What's affected is the environment variables themselves, i.e. the order
in which OCF_RESKEY_CRM_meta_notify_* appear in the graph action meta-
data. This is purely internal to pacemaker and has no effect on
resource agents, as there already is no concept of environment
variables being an ordered list.

As documented, resource agents can rely not on any particular ordering
of a single environment variable value, but on the pairing of values
between related environment variables (e.g.
OCF_RESKEY_CRM_meta_notify_active_resource and
OCF_RESKEY_CRM_meta_notify_active_uname).

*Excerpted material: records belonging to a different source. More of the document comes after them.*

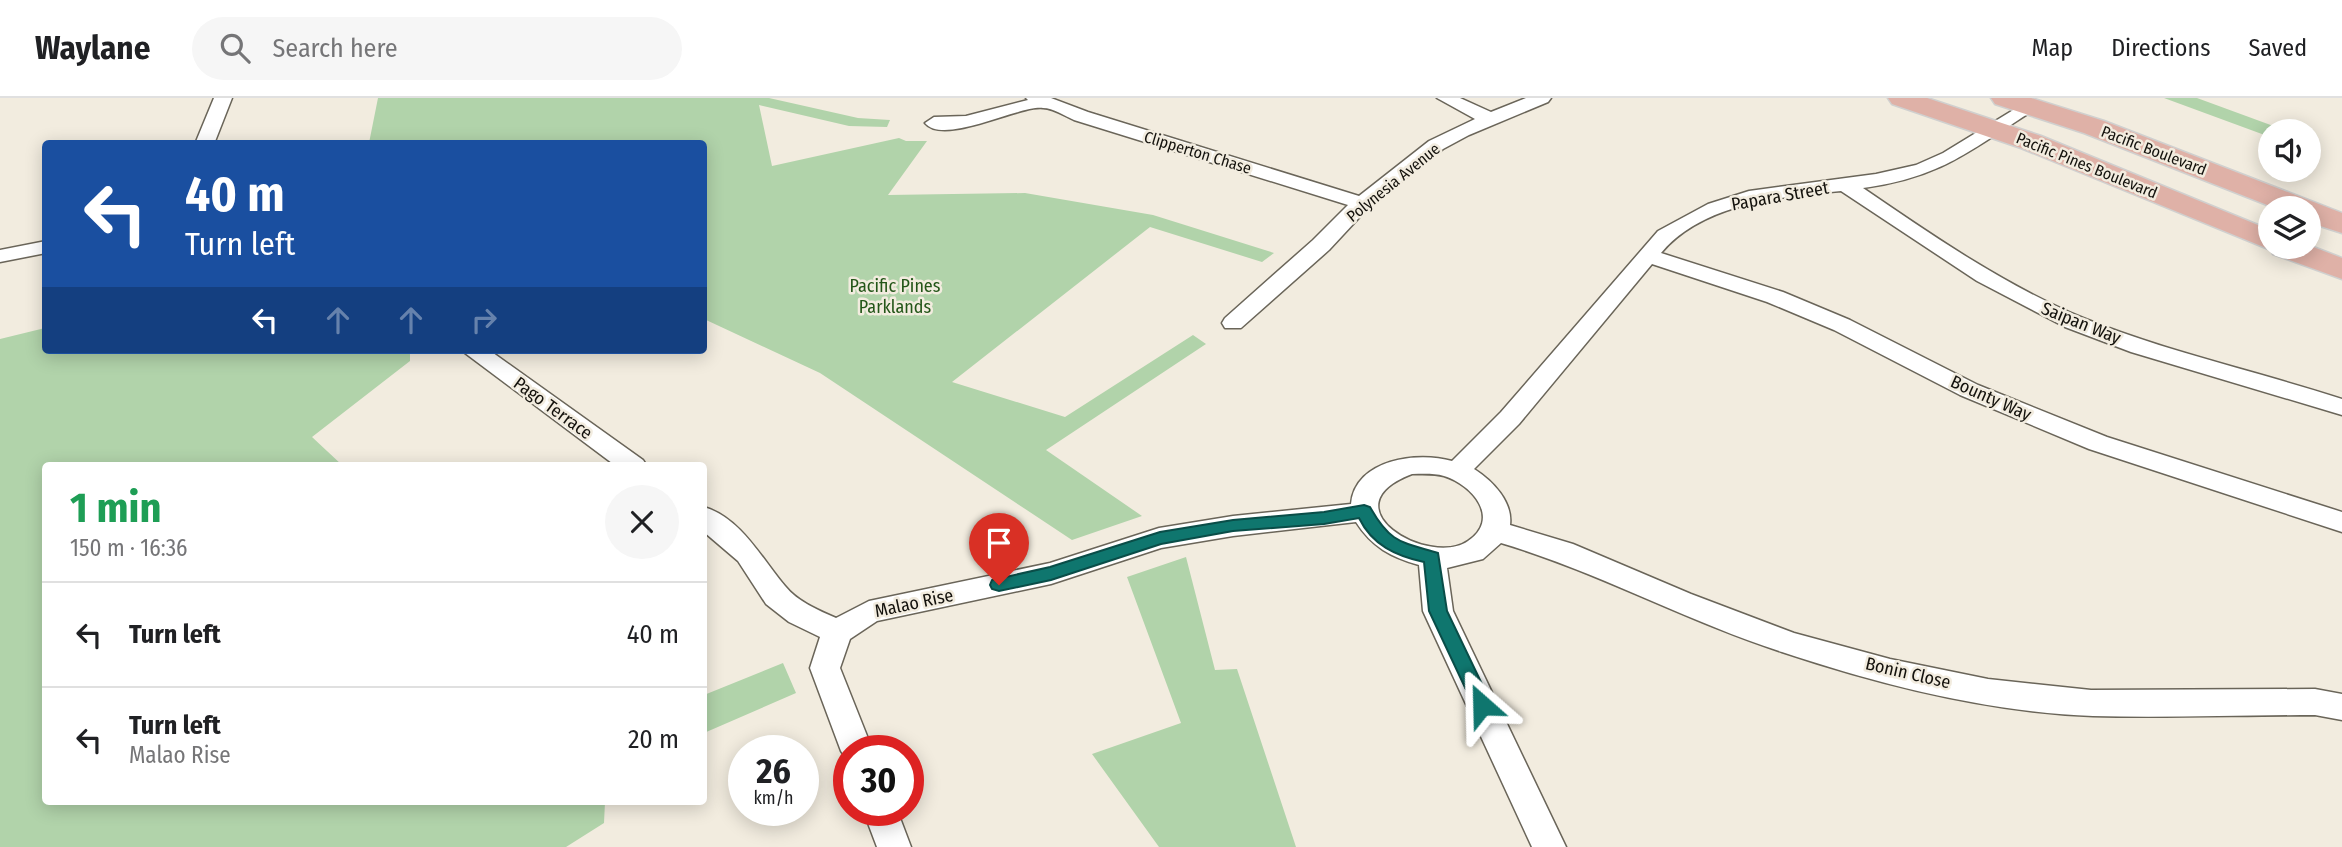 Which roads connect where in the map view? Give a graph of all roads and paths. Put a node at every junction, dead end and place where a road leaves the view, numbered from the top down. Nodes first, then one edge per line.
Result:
1 (223, 98) edge
2 (1446, 98) edge
3 (1542, 98) edge
4 (1901, 98) edge
5 (1038, 100) edge
6 (2016, 102) edge
7 (1490, 119) junction
8 (934, 123) dead end
9 (1992, 127) junction
10 (206, 140) edge
11 (1846, 185) junction
12 (2270, 196) edge
13 (1362, 203) junction
14 (2321, 216) edge
15 (2342, 223) edge
16 (2258, 236) edge
17 (42, 248) edge
18 (0, 256) edge
19 (1647, 256) junction
20 (2316, 259) edge
21 (2342, 269) edge
22 (1233, 323) dead end
23 (479, 354) edge
24 (2342, 407) edge
25 (628, 462) edge
26 (1457, 471) junction
27 (1364, 511) junction
28 (707, 520) edge
29 (2342, 522) edge
30 (1495, 531) junction
31 (1432, 557) junction
32 (837, 632) junction
33 (2342, 707) edge
34 (851, 735) edge
35 (886, 826) edge
36 (894, 847) edge
37 (1549, 847) edge

1 - 10 street
2 - 7 street
3 - 7 street, Polynesia Avenue
4 - 9 main road, Pacific Pines Boulevard
5 - 8 street
5 - 13 street, Clipperton Chase
6 - 9 street, Papara Street
6 - 12 main road, Pacific Boulevard
7 - 13 street, Polynesia Avenue
9 - 11 street, Papara Street
9 - 16 main road, Pacific Pines Boulevard
11 - 19 street, Papara Street
11 - 24 street, Saipan Way
13 - 22 street, Polynesia Avenue
14 - 15 main road
17 - 18 street
19 - 26 street, Papara Street
19 - 29 street, Bounty Way
20 - 21 main road
23 - 25 street, Pago Terrace
26 - 27 street
26 - 30 street
27 - 31 street
27 - 32 street, Malao Rise
28 - 32 street
30 - 31 street
30 - 33 street, Bonin Close
31 - 37 street
32 - 34 street
35 - 36 street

> > While some of these if not all are now ordered, I'd call using
> > "stable ordered list" approach to these variable, as opposed to
> > "plain unordered set" one, from within agents as continuously
> > frowned-upon unless explicitly lifted.  For predictable
> > backward/forward pacemaker+glib version compatibility if
> > for no other reason.
> > 
> > Ken, do you agree?
> > 
> > (If so, we shall keep that in mind for future documentation tweaks
> > [possibly including also OCF updates], so no false assumptions
> > won't
> > be cast for new agent implementations going forward.)
> 
> Correct, the lists given to resource agents via clone notifications
> environment variables are not guaranteed to be in any particular
> order. 
> 
> The documentation already does not claim any ordering, and in fact
> gives an example where node names are not in alphabetic order, so I
> think it's pretty obvious.
> 
> > 
> > > > More serious troubles stemming from this expectation-reality
> > > > mismatch
> > > > regarding said data type cannot be denied at this point,
> > > > subject
> > > > of
> > > > further investigation.  When in doubt, staying with glib up to
> > > > and
> > > > including v2.58.2 (said tests are passing with it, though any
> > > > later
> > > > v2.58.* may keep working "as always") is likely a good idea for
> > > > the
> > > > time being.
> > 
> > It think this still partially holds and only time-proven as fully
> > settled?  I mean, for anything truly reproducible (as in
> > crm_simulate),
> > either pacemaker prior to 2.0.1 combined with glib pre- or equal-
> > or-
> > post-
> > 2.59.0 need to be uniformly (reproducers need to follow the
> > original)
> > combined to get the same results, and with pacemaker 2.0.1+,
> > identical
> > results (but possibly differing against either of the former
> > combos)
> > will _likely_ be obtained regardless of particular run-time linked
> > glib
> > version, but strength of this "likely" will only be established
> > with
> > future experience, I suppose (but shall universally hold with the
> > same
> > glib class per stated division, so no change in this already
> > positive
> > regard).
> > 
> > Just scratched the surface, so gladly be corrected.